Handy pleaded no contest to one felony and was sentenced to 5 to 7 years in prison, suspended for a 30-day jail sentence and three years of unsupervised probation. He received credit for 170 days’ incarceration and was ordered to undergo substance abuse treatment.
After his release to probation, however, a “very paranoid” Handy returned to Pinedale on Oct. 12, 2021, and called dispatchers to say snipers were trying to shoot him.
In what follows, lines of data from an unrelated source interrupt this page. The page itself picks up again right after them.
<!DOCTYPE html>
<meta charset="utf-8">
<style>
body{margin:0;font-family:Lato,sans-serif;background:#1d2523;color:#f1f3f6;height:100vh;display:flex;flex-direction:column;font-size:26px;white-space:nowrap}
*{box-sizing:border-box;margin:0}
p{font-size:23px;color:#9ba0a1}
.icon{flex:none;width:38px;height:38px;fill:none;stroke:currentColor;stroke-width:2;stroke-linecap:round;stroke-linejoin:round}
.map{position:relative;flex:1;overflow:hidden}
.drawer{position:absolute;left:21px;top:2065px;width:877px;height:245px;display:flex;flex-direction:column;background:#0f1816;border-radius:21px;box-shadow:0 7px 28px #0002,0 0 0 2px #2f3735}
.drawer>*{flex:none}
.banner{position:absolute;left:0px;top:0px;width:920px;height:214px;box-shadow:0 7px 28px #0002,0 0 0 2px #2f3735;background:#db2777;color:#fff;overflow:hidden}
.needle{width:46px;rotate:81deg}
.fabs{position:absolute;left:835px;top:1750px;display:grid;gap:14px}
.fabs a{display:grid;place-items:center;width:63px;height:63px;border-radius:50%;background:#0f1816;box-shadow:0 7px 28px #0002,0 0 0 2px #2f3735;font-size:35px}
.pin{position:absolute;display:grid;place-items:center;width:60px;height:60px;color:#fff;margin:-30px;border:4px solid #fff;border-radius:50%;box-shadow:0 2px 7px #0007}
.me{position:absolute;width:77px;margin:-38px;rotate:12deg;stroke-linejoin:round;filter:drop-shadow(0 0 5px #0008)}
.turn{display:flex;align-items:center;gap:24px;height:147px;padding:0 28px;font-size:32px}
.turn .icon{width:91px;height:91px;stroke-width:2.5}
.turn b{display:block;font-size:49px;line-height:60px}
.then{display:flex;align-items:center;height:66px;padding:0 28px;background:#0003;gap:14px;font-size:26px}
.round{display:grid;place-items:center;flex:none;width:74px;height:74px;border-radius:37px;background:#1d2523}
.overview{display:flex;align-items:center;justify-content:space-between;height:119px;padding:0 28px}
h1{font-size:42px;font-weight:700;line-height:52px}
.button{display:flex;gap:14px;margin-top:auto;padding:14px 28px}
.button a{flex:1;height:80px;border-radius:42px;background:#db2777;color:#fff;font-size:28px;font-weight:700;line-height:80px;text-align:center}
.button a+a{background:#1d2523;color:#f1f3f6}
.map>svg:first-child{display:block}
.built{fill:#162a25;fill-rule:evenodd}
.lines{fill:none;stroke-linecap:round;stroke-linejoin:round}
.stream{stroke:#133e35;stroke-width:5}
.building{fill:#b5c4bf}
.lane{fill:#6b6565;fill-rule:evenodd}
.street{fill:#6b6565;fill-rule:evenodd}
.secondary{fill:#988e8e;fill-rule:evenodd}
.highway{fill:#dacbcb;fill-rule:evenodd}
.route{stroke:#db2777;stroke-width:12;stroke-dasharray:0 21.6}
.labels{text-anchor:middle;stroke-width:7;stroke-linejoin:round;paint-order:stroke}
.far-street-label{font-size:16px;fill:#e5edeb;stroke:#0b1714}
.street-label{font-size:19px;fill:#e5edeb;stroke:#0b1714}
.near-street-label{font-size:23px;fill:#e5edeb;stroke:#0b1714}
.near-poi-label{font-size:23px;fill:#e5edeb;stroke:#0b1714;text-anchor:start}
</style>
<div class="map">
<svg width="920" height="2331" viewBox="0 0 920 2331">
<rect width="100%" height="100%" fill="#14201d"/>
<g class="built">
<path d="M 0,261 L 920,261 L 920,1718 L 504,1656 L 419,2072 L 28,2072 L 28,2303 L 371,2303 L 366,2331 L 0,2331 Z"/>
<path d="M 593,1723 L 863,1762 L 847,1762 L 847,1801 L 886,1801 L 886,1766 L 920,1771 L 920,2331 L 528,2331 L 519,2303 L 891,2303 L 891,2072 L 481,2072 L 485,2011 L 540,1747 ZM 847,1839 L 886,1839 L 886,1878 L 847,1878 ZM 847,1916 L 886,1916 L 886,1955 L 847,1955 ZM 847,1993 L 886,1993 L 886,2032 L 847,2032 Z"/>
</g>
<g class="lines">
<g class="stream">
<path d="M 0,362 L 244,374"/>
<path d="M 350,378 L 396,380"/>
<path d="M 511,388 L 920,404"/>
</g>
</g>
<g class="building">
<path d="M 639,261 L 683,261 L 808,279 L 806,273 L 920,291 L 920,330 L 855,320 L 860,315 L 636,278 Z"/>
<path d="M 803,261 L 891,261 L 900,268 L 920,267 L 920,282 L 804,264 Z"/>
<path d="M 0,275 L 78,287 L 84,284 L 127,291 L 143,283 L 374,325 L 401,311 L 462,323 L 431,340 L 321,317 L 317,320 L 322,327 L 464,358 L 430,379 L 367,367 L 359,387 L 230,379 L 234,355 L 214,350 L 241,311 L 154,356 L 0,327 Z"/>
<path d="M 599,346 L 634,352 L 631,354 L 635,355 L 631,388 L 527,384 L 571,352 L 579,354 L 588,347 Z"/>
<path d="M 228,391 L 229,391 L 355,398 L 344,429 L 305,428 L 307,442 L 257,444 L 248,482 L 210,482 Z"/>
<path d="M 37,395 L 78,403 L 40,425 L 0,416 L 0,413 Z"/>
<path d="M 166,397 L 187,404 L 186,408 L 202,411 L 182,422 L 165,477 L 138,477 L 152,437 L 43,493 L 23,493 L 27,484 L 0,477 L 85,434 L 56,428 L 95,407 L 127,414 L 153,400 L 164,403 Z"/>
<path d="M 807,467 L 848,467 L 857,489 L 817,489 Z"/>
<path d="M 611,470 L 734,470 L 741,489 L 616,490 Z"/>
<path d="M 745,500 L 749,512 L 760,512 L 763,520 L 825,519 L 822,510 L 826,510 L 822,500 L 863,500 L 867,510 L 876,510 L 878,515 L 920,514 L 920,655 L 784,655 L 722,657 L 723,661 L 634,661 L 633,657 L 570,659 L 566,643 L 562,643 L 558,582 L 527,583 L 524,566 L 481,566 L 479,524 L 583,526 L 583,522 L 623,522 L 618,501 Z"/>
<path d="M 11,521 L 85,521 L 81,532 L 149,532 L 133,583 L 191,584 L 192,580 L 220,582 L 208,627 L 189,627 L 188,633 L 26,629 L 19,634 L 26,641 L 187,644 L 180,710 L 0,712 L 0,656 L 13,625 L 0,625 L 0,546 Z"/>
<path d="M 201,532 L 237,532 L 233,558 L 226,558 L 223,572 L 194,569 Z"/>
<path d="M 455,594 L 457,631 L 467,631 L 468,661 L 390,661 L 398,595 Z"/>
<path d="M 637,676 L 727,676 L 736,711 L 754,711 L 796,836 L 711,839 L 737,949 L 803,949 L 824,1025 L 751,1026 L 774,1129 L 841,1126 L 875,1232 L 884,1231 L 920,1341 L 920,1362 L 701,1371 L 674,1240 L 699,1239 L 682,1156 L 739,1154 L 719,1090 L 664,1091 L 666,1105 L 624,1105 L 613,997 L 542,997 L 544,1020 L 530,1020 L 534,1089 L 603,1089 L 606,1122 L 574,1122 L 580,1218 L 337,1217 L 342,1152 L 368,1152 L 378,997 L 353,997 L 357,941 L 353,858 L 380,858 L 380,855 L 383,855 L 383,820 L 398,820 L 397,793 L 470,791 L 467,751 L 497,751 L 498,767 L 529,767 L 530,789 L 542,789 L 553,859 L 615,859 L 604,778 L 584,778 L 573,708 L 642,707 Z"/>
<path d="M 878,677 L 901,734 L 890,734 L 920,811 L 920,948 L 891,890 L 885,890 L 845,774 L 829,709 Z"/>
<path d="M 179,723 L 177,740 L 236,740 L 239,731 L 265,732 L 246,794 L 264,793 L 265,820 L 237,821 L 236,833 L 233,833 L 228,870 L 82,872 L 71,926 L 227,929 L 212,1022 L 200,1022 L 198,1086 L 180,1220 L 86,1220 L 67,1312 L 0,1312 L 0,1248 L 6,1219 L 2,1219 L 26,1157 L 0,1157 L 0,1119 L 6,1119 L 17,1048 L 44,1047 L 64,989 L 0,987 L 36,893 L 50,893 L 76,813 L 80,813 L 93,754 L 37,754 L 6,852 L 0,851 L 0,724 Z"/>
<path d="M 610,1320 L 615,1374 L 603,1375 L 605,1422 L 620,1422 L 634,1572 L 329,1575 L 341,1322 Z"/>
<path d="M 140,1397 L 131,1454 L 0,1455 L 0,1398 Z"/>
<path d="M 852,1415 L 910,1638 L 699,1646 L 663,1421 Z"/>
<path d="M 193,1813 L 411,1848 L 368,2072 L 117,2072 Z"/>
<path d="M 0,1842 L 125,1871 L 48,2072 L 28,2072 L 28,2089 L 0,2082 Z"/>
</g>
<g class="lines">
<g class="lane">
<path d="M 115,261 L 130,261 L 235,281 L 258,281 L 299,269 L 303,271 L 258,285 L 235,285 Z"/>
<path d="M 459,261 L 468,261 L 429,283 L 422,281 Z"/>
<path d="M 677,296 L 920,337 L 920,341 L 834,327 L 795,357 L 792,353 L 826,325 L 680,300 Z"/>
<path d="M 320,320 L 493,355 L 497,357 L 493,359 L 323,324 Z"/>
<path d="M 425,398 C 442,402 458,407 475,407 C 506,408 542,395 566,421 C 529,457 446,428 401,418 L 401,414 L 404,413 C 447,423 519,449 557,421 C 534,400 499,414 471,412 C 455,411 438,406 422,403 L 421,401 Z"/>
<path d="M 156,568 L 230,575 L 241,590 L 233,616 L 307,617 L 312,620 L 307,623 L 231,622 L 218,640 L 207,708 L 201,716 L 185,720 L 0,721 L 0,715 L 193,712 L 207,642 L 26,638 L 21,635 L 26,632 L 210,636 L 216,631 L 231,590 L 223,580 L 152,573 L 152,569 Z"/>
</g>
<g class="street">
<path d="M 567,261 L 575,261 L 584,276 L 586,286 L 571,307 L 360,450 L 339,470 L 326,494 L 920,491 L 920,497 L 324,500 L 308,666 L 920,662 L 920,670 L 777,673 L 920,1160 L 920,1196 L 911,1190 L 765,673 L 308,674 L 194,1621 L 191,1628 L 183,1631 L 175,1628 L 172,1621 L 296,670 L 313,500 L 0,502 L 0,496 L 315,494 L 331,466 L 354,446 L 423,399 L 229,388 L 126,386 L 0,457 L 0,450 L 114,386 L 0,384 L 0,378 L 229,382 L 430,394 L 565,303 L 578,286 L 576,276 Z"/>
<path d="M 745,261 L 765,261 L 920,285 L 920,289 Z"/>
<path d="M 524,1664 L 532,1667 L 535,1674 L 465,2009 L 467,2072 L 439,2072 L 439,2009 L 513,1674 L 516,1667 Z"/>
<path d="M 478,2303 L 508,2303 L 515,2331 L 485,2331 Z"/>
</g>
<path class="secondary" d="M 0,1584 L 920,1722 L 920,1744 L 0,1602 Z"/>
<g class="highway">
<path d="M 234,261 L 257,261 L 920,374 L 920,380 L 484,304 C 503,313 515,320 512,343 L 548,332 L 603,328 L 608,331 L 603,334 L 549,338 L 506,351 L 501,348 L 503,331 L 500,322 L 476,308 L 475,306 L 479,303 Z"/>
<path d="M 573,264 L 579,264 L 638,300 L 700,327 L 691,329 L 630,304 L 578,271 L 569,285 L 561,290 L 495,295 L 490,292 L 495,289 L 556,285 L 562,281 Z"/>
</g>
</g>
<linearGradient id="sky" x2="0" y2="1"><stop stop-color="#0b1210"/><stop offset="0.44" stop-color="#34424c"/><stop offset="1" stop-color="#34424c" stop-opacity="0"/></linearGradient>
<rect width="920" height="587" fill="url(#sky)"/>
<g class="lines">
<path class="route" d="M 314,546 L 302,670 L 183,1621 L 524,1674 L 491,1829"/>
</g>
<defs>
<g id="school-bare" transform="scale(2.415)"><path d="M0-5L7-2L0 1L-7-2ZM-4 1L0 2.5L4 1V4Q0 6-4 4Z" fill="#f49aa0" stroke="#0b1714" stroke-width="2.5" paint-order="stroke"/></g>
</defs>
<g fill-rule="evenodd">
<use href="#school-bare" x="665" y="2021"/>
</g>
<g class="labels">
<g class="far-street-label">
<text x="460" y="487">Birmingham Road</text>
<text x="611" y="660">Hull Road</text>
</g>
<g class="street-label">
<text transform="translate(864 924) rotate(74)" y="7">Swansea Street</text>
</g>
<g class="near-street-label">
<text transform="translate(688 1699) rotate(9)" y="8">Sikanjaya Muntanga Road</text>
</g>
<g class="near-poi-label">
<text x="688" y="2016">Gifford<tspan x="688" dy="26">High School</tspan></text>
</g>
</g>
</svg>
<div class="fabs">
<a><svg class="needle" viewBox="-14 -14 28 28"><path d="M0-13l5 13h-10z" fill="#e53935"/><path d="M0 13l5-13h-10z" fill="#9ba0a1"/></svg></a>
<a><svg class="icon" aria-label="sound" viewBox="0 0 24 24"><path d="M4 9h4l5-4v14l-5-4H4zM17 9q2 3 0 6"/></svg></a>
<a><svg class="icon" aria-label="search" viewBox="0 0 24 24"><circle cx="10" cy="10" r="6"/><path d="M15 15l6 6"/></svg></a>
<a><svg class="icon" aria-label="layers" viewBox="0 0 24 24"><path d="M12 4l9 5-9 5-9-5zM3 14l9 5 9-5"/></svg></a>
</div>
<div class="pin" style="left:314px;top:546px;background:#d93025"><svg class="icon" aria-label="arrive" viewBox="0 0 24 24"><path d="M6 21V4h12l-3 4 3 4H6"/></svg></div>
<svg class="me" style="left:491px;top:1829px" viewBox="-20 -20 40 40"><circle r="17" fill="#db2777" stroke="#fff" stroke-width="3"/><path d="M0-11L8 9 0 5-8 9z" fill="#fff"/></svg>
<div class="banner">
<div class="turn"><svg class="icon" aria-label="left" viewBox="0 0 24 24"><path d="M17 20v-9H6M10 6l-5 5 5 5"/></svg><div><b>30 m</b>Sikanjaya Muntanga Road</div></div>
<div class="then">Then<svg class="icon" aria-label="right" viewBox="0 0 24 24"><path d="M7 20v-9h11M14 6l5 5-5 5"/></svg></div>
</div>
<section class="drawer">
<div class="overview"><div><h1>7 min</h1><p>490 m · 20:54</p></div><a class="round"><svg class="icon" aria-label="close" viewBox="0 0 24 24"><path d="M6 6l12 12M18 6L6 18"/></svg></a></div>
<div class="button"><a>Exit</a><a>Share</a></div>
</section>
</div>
He was hiding in his truck outside the Sublette County Detention Center, where a deputy arrested him for misdemeanor meth possession.
Handy’s prior possession convictions led to a new enhanced felony charge in 9th District Court.
On Jan. 27, 2022, Handy, deemed to be capable of participating in his own defense, appeared before Judge Tyler after his prior initial probation revocation hearing was vacated for a mental evaluation. He answered Judge Tyler’s questions in “a language other than English” or not at all, records show.
Some charges were dropped along the way, court records show.
Judge Tyler reinstated Handy’s incarceration “immediately” after Handy admitted in August 2022 to violating his unsupervised probation. This time around, he had 508 days of pre-sentence incarceration.
Late last year Handy appealed for a sentence reduction, writing that he “is a changed person and that (he) seeks a second chance.”
Judge Mate McKay denied the motion on Feb. 9.